Saturday, November 17, 9:30 a.m.


It’s pretty surreal to come downstairs for breakfast Saturday morning to my grandmother reading an issue of People with me on the cover.

I didn’t pose for it. It’s a shot of Kris and me leaving the police station after giving our statements. Kris looks fantastic, and I look like I just woke up after a night of heavy drinking. It’s obvious which of us is the model.

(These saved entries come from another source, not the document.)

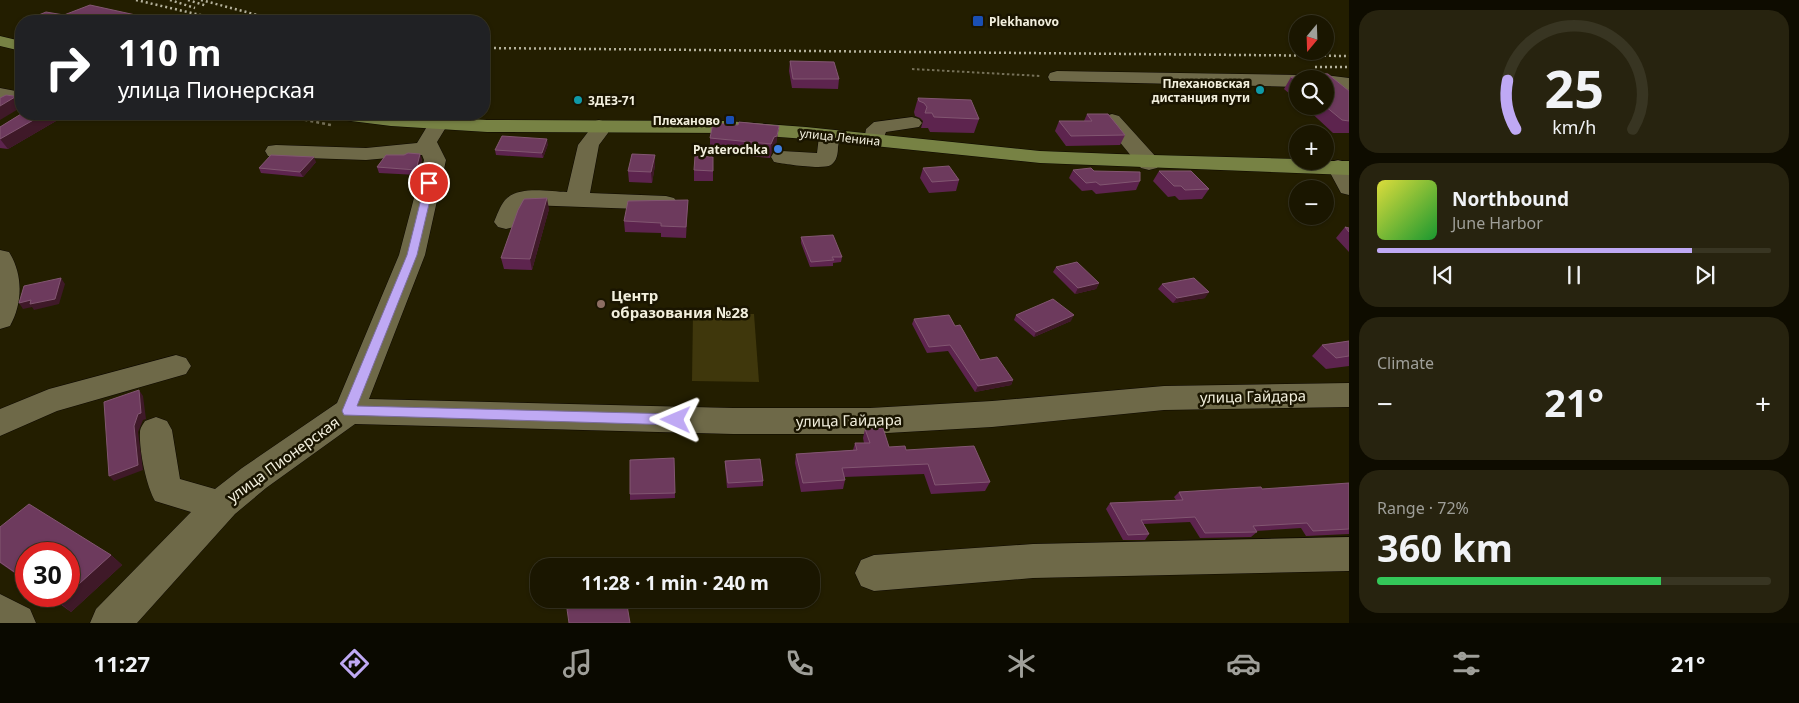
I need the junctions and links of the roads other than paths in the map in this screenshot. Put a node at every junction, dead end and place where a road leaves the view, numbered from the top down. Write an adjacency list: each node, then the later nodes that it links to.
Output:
1 (0, 41): 2 (main road)
2 (15, 45)
3 (1057, 77): 4 (street)
4 (1289, 81)
5 (1334, 82): 6 (street)
6 (1349, 84)
7 (0, 94): 8 (street)
8 (15, 104)
9 (400, 120): 12 (main road, улица Ленина)
10 (1112, 120): 19 (street)
11 (912, 123): 15 (street)
12 (438, 124): 13 (main road, улица Ленина); 16 (street, улица Пионерская)
13 (599, 126): 14 (main road, улица Ленина); 22 (street)
14 (829, 136): 15 (main road, улица Ленина); 18 (street)
15 (874, 141): 19 (main road, улица Ленина)
16 (429, 148): 17 (street); 29 (street, улица Пионерская)
17 (276, 151)
18 (782, 157)
19 (1149, 163): 20 (main road, улица Ленина)
20 (1344, 167): 21 (street)
21 (1349, 188)
22 (577, 199): 23 (street); 24 (street)
23 (680, 204)
24 (506, 222)
25 (0, 258): 26 (street)
26 (0, 319)
27 (176, 366): 30 (street)
28 (1349, 395): 29 (street, улица Гайдара)
29 (349, 411): 32 (street, улица Пионерская)
30 (0, 423)
31 (156, 430): 32 (street)
32 (220, 506): 37 (street, улица Пионерская)
33 (1349, 554): 34 (street)
34 (874, 573)
35 (0, 613): 36 (street)
36 (16, 623)
37 (110, 623)

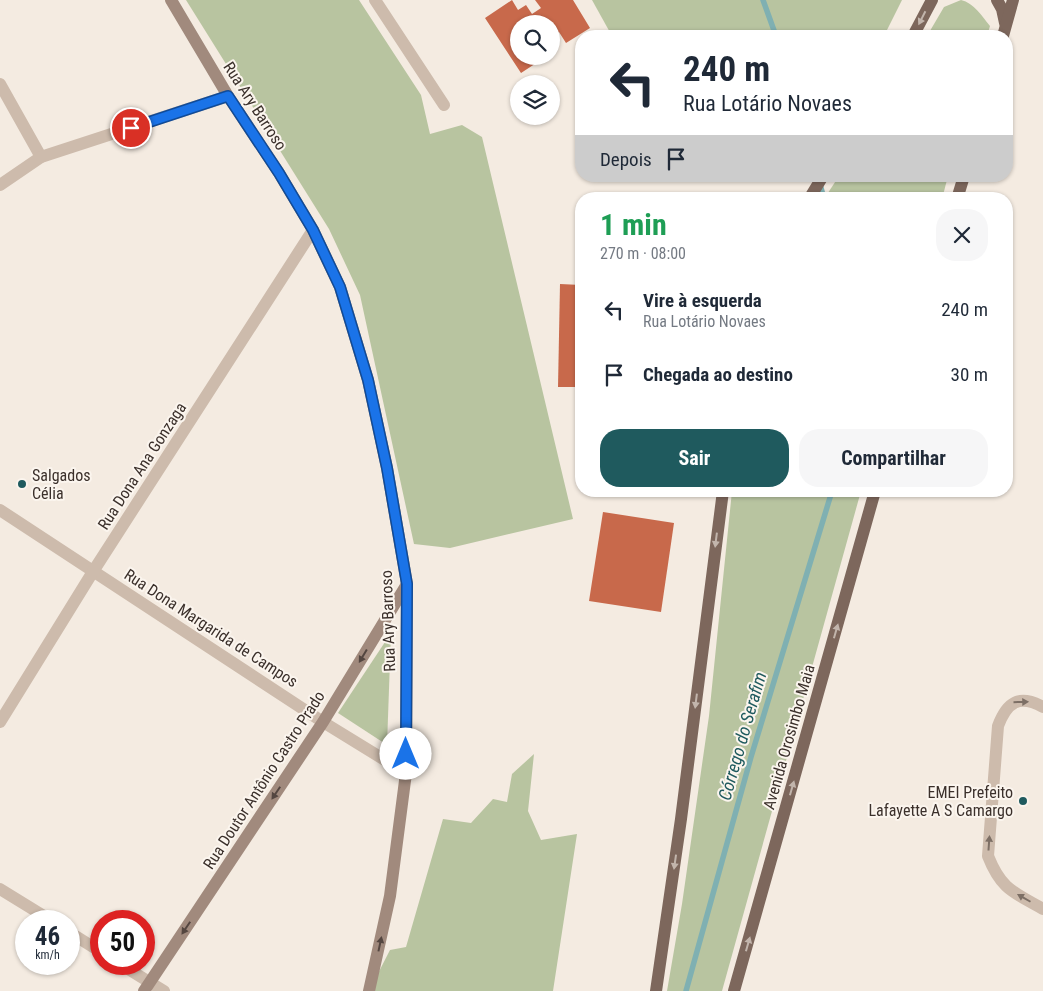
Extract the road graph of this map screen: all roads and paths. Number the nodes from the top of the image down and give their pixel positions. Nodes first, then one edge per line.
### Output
1 (171, 0) edge
2 (376, 0) edge
3 (932, 0) edge
4 (997, 0) edge
5 (1014, 0) edge
6 (915, 30) edge
7 (1004, 30) edge
8 (1005, 30) edge
9 (0, 84) edge
10 (228, 96) junction
11 (444, 105) dead end
12 (41, 157) junction
13 (0, 185) edge
14 (313, 230) junction
15 (722, 497) edge
16 (873, 497) edge
17 (0, 510) edge
18 (94, 570) junction
19 (407, 584) junction
20 (1043, 707) edge
21 (0, 722) edge
22 (323, 722) junction
23 (406, 773) junction
24 (0, 889) edge
25 (1043, 909) edge
26 (34, 910) edge
27 (134, 975) edge
28 (147, 986) edge
29 (164, 991) edge
30 (368, 991) edge
31 (656, 991) edge
32 (734, 991) edge

1 - 10 main road, Rua Ary Barroso
2 - 11 street
3 -> 6 main road
4 - 7 main road
5 - 8 main road
9 - 12 street
10 - 12 street
10 - 14 main road, Rua Ary Barroso
12 - 13 street
14 - 18 street, Rua Dona Ana Gonzaga
14 - 19 main road, Rua Ary Barroso
15 -> 31 main road
32 -> 16 main road, Avenida Orosimbo Maia
17 - 18 street, Rua Dona Margarida de Campos
18 - 21 street, Rua Dona Ana Gonzaga
18 - 22 street, Rua Dona Margarida de Campos
19 -> 22 main road, Rua Doutor Antônio Castro Prado
19 - 23 main road, Rua Ary Barroso
25 -> 20 street
22 - 23 street, Rua Dona Margarida de Campos
22 -> 28 main road, Rua Doutor Antônio Castro Prado
30 -> 23 main road, Rua Ary Barroso
24 - 26 street
27 - 28 street
28 - 29 street

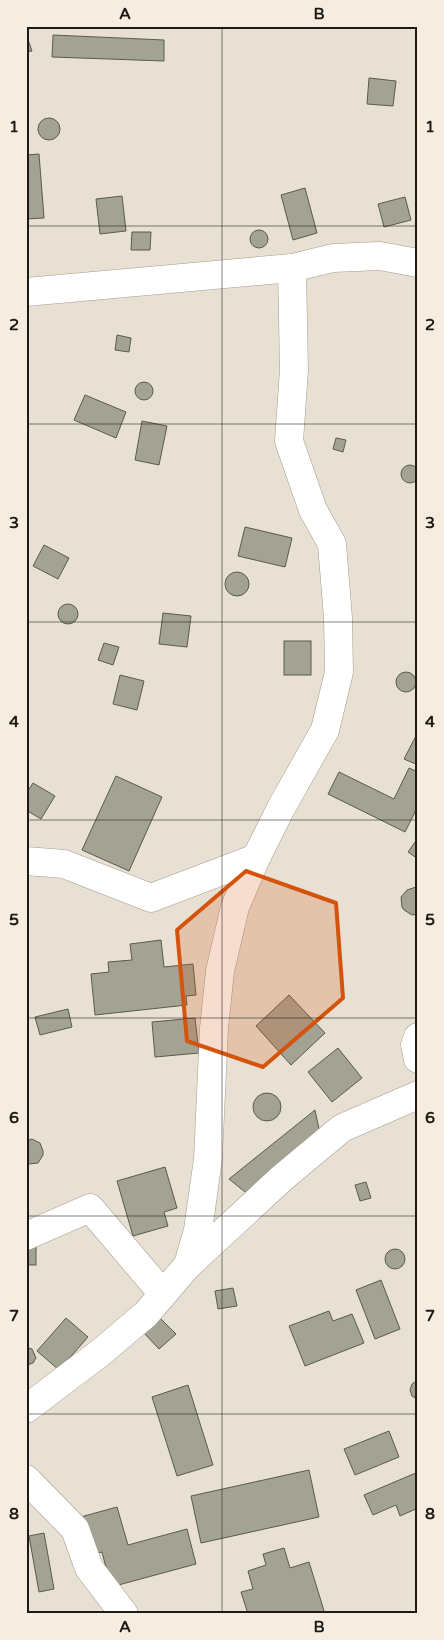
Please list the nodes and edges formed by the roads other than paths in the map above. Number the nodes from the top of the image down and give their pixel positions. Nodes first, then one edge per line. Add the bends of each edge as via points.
1 (418, 262) edge
2 (292, 268) junction
3 (26, 292) edge
4 (256, 858) junction
5 (26, 861) edge
6 (418, 1037) edge
7 (418, 1059) edge
8 (418, 1095) edge
9 (26, 1236) edge
10 (188, 1265) junction
11 (164, 1294) junction
12 (26, 1409) edge
13 (26, 1479) edge
14 (124, 1614) edge

1 - 2 street via 380,256 332,258
2 - 3 street
2 - 4 street via 294,370 289,441 313,510 332,544 339,672 324,730
4 - 5 street via 151,898 64,864
4 - 10 street via 235,908 220,971 208,1159 198,1230
6 - 7 street via 415,1045
8 - 10 street via 342,1128 282,1178
9 - 11 street via 90,1208
10 - 11 street
11 - 12 street via 108,1347
13 - 14 street via 75,1529 89,1568

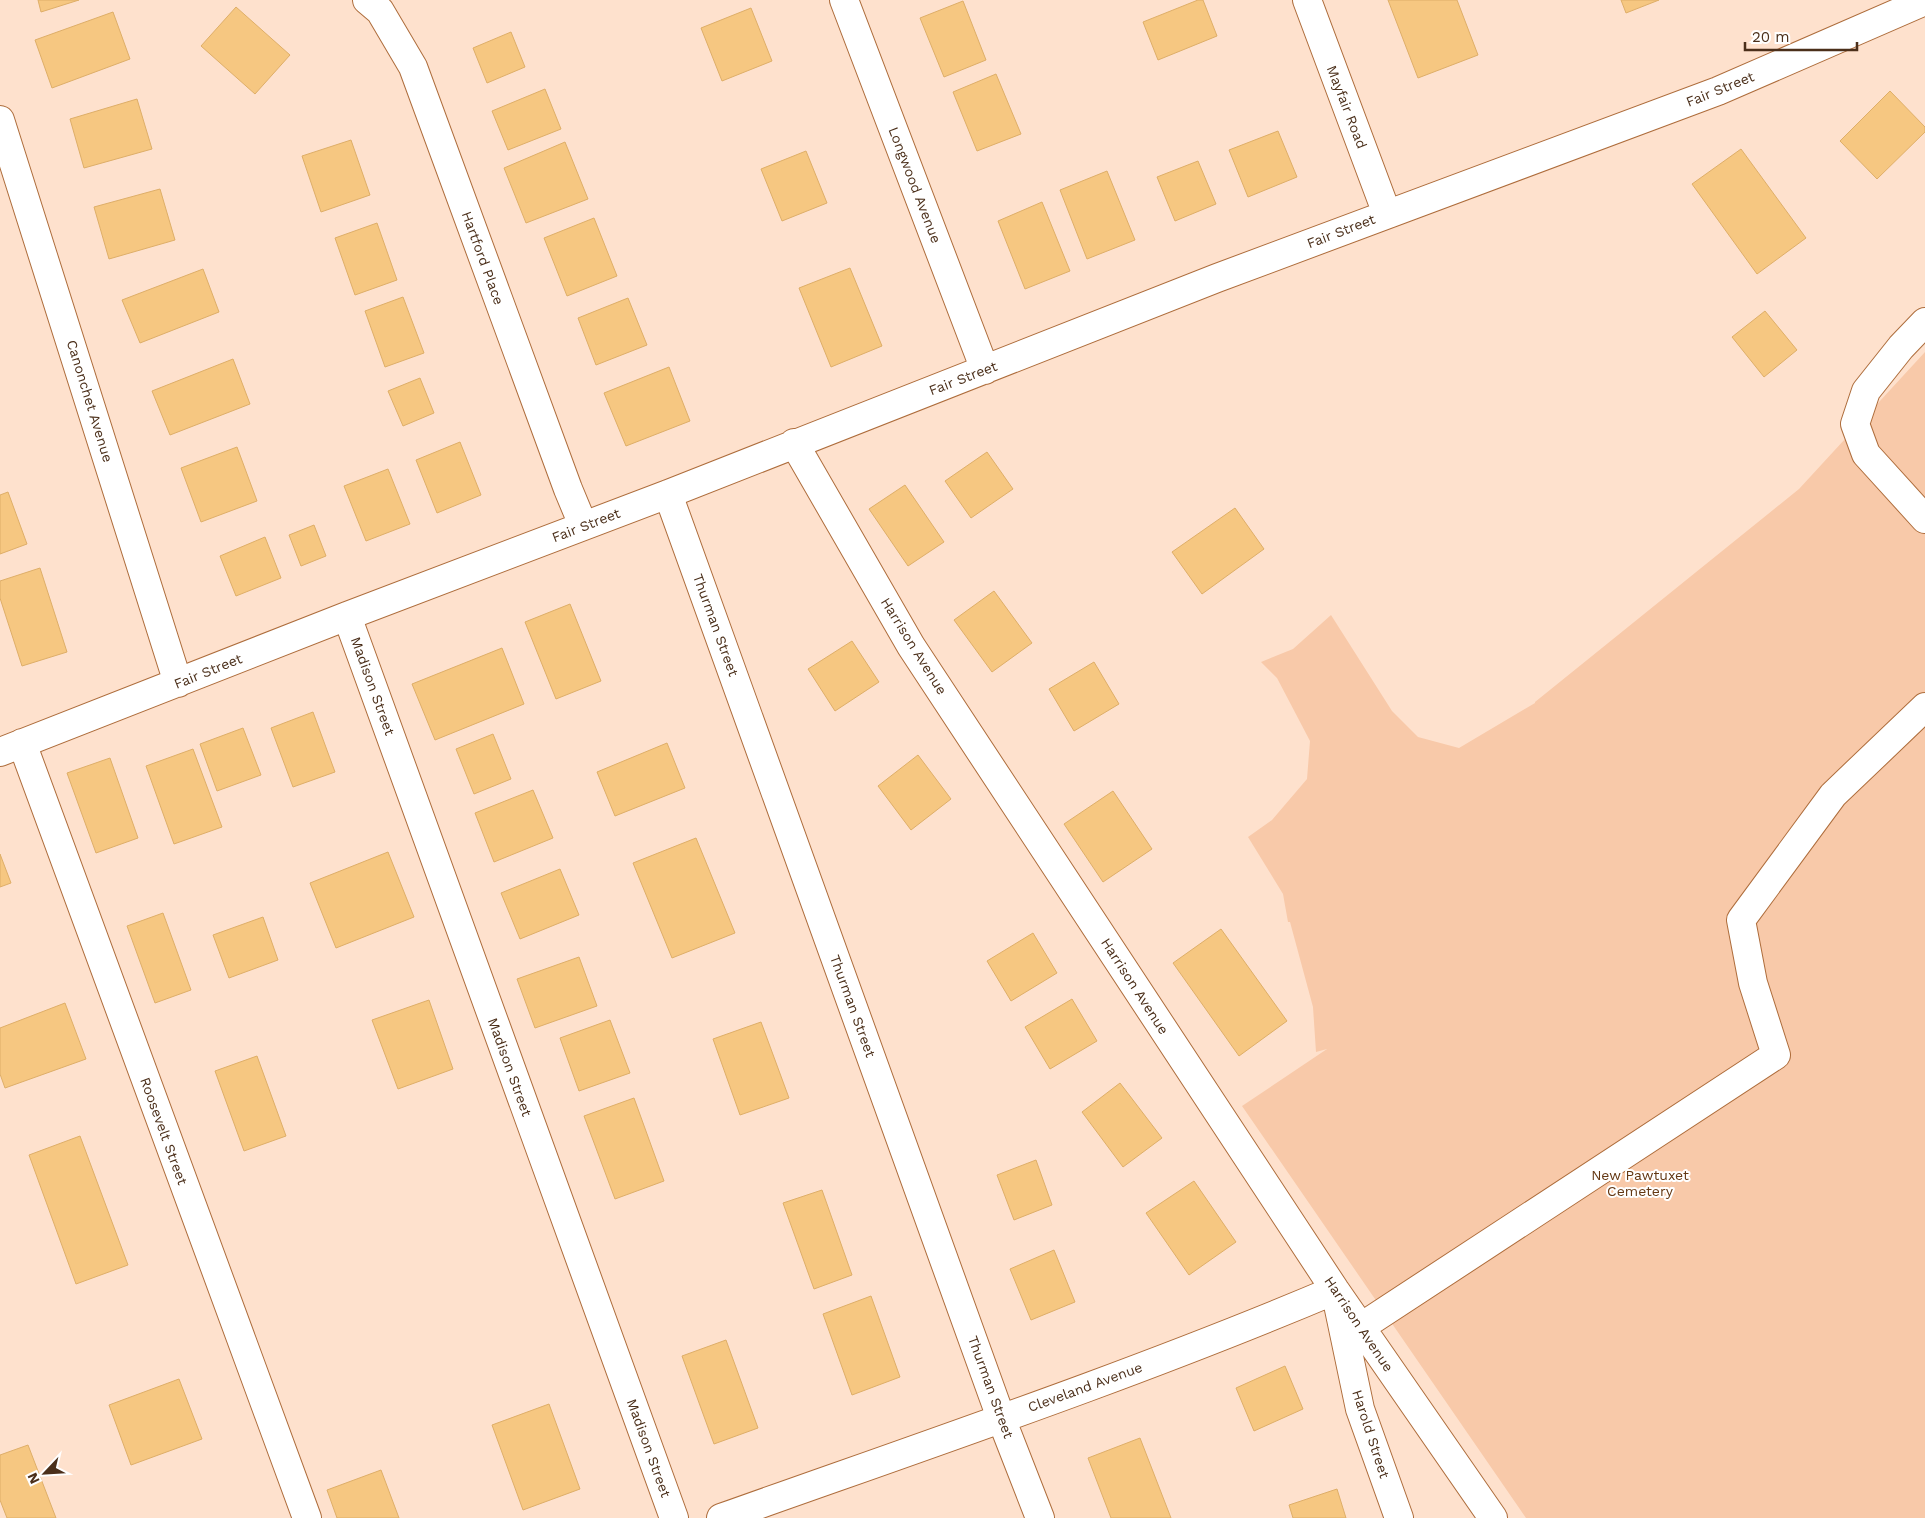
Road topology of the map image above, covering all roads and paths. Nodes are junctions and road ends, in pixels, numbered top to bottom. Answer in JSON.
{"nodes":[{"id":1,"x":366,"y":0,"type":"edge"},
{"id":2,"x":844,"y":0,"type":"edge"},
{"id":3,"x":1307,"y":0,"type":"edge"},
{"id":4,"x":1925,"y":1,"type":"edge"},
{"id":5,"x":0,"y":120,"type":"edge"},
{"id":6,"x":1387,"y":214,"type":"junction"},
{"id":7,"x":1925,"y":322,"type":"edge"},
{"id":8,"x":985,"y":370,"type":"junction"},
{"id":9,"x":794,"y":443,"type":"junction"},
{"id":10,"x":668,"y":494,"type":"junction"},
{"id":11,"x":1925,"y":519,"type":"edge"},
{"id":12,"x":583,"y":525,"type":"junction"},
{"id":13,"x":347,"y":616,"type":"junction"},
{"id":14,"x":178,"y":683,"type":"junction"},
{"id":15,"x":1925,"y":707,"type":"edge"},
{"id":16,"x":11,"y":748,"type":"edge"},
{"id":17,"x":1335,"y":1290,"type":"junction"},
{"id":18,"x":1361,"y":1327,"type":"junction"},
{"id":19,"x":1002,"y":1418,"type":"junction"},
{"id":20,"x":307,"y":1518,"type":"edge"},
{"id":21,"x":674,"y":1518,"type":"edge"},
{"id":22,"x":721,"y":1518,"type":"edge"},
{"id":23,"x":1040,"y":1518,"type":"edge"},
{"id":24,"x":1399,"y":1518,"type":"edge"},
{"id":25,"x":1492,"y":1518,"type":"edge"}],
"edges":[{"from":1,"to":12,"type":"street","name":"Hartford Place"},
{"from":2,"to":8,"type":"street","name":"Longwood Avenue"},
{"from":3,"to":6,"type":"street","name":"Mayfair Road"},
{"from":4,"to":6,"type":"street","name":"Fair Street"},
{"from":5,"to":14,"type":"street","name":"Canonchet Avenue"},
{"from":6,"to":8,"type":"street","name":"Fair Street"},
{"from":7,"to":11,"type":"street"},
{"from":8,"to":9,"type":"street","name":"Fair Street"},
{"from":9,"to":10,"type":"street","name":"Fair Street"},
{"from":9,"to":17,"type":"street","name":"Harrison Avenue"},
{"from":10,"to":12,"type":"street","name":"Fair Street"},
{"from":10,"to":19,"type":"street","name":"Thurman Street"},
{"from":12,"to":13,"type":"street","name":"Fair Street"},
{"from":13,"to":14,"type":"street","name":"Fair Street"},
{"from":13,"to":21,"type":"street","name":"Madison Street"},
{"from":14,"to":16,"type":"street","name":"Fair Street"},
{"from":15,"to":18,"type":"street"},
{"from":16,"to":20,"type":"street","name":"Roosevelt Street"},
{"from":17,"to":18,"type":"street","name":"Harrison Avenue"},
{"from":17,"to":19,"type":"street","name":"Cleveland Avenue"},
{"from":17,"to":24,"type":"street","name":"Harold Street"},
{"from":18,"to":25,"type":"street","name":"Harrison Avenue"},
{"from":19,"to":22,"type":"street","name":"Cleveland Avenue"},
{"from":19,"to":23,"type":"street","name":"Thurman Street"}]}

Funny how this accidental-fame thing works. First people supported me even though I’d been accused of cheating and murder. Then they hated me because of who I turned out to be. Now they love me again because I was in the right place at the right time and managed to flatten Jake with a well-aimed punch.

And because of the halo effect of being with Kris, I guess. Eli’s giving him full credit for figuring out what really happened, so he’s the new breakout star of this whole mess. The fact that he’s trying to avoid the media machine only makes them want him more.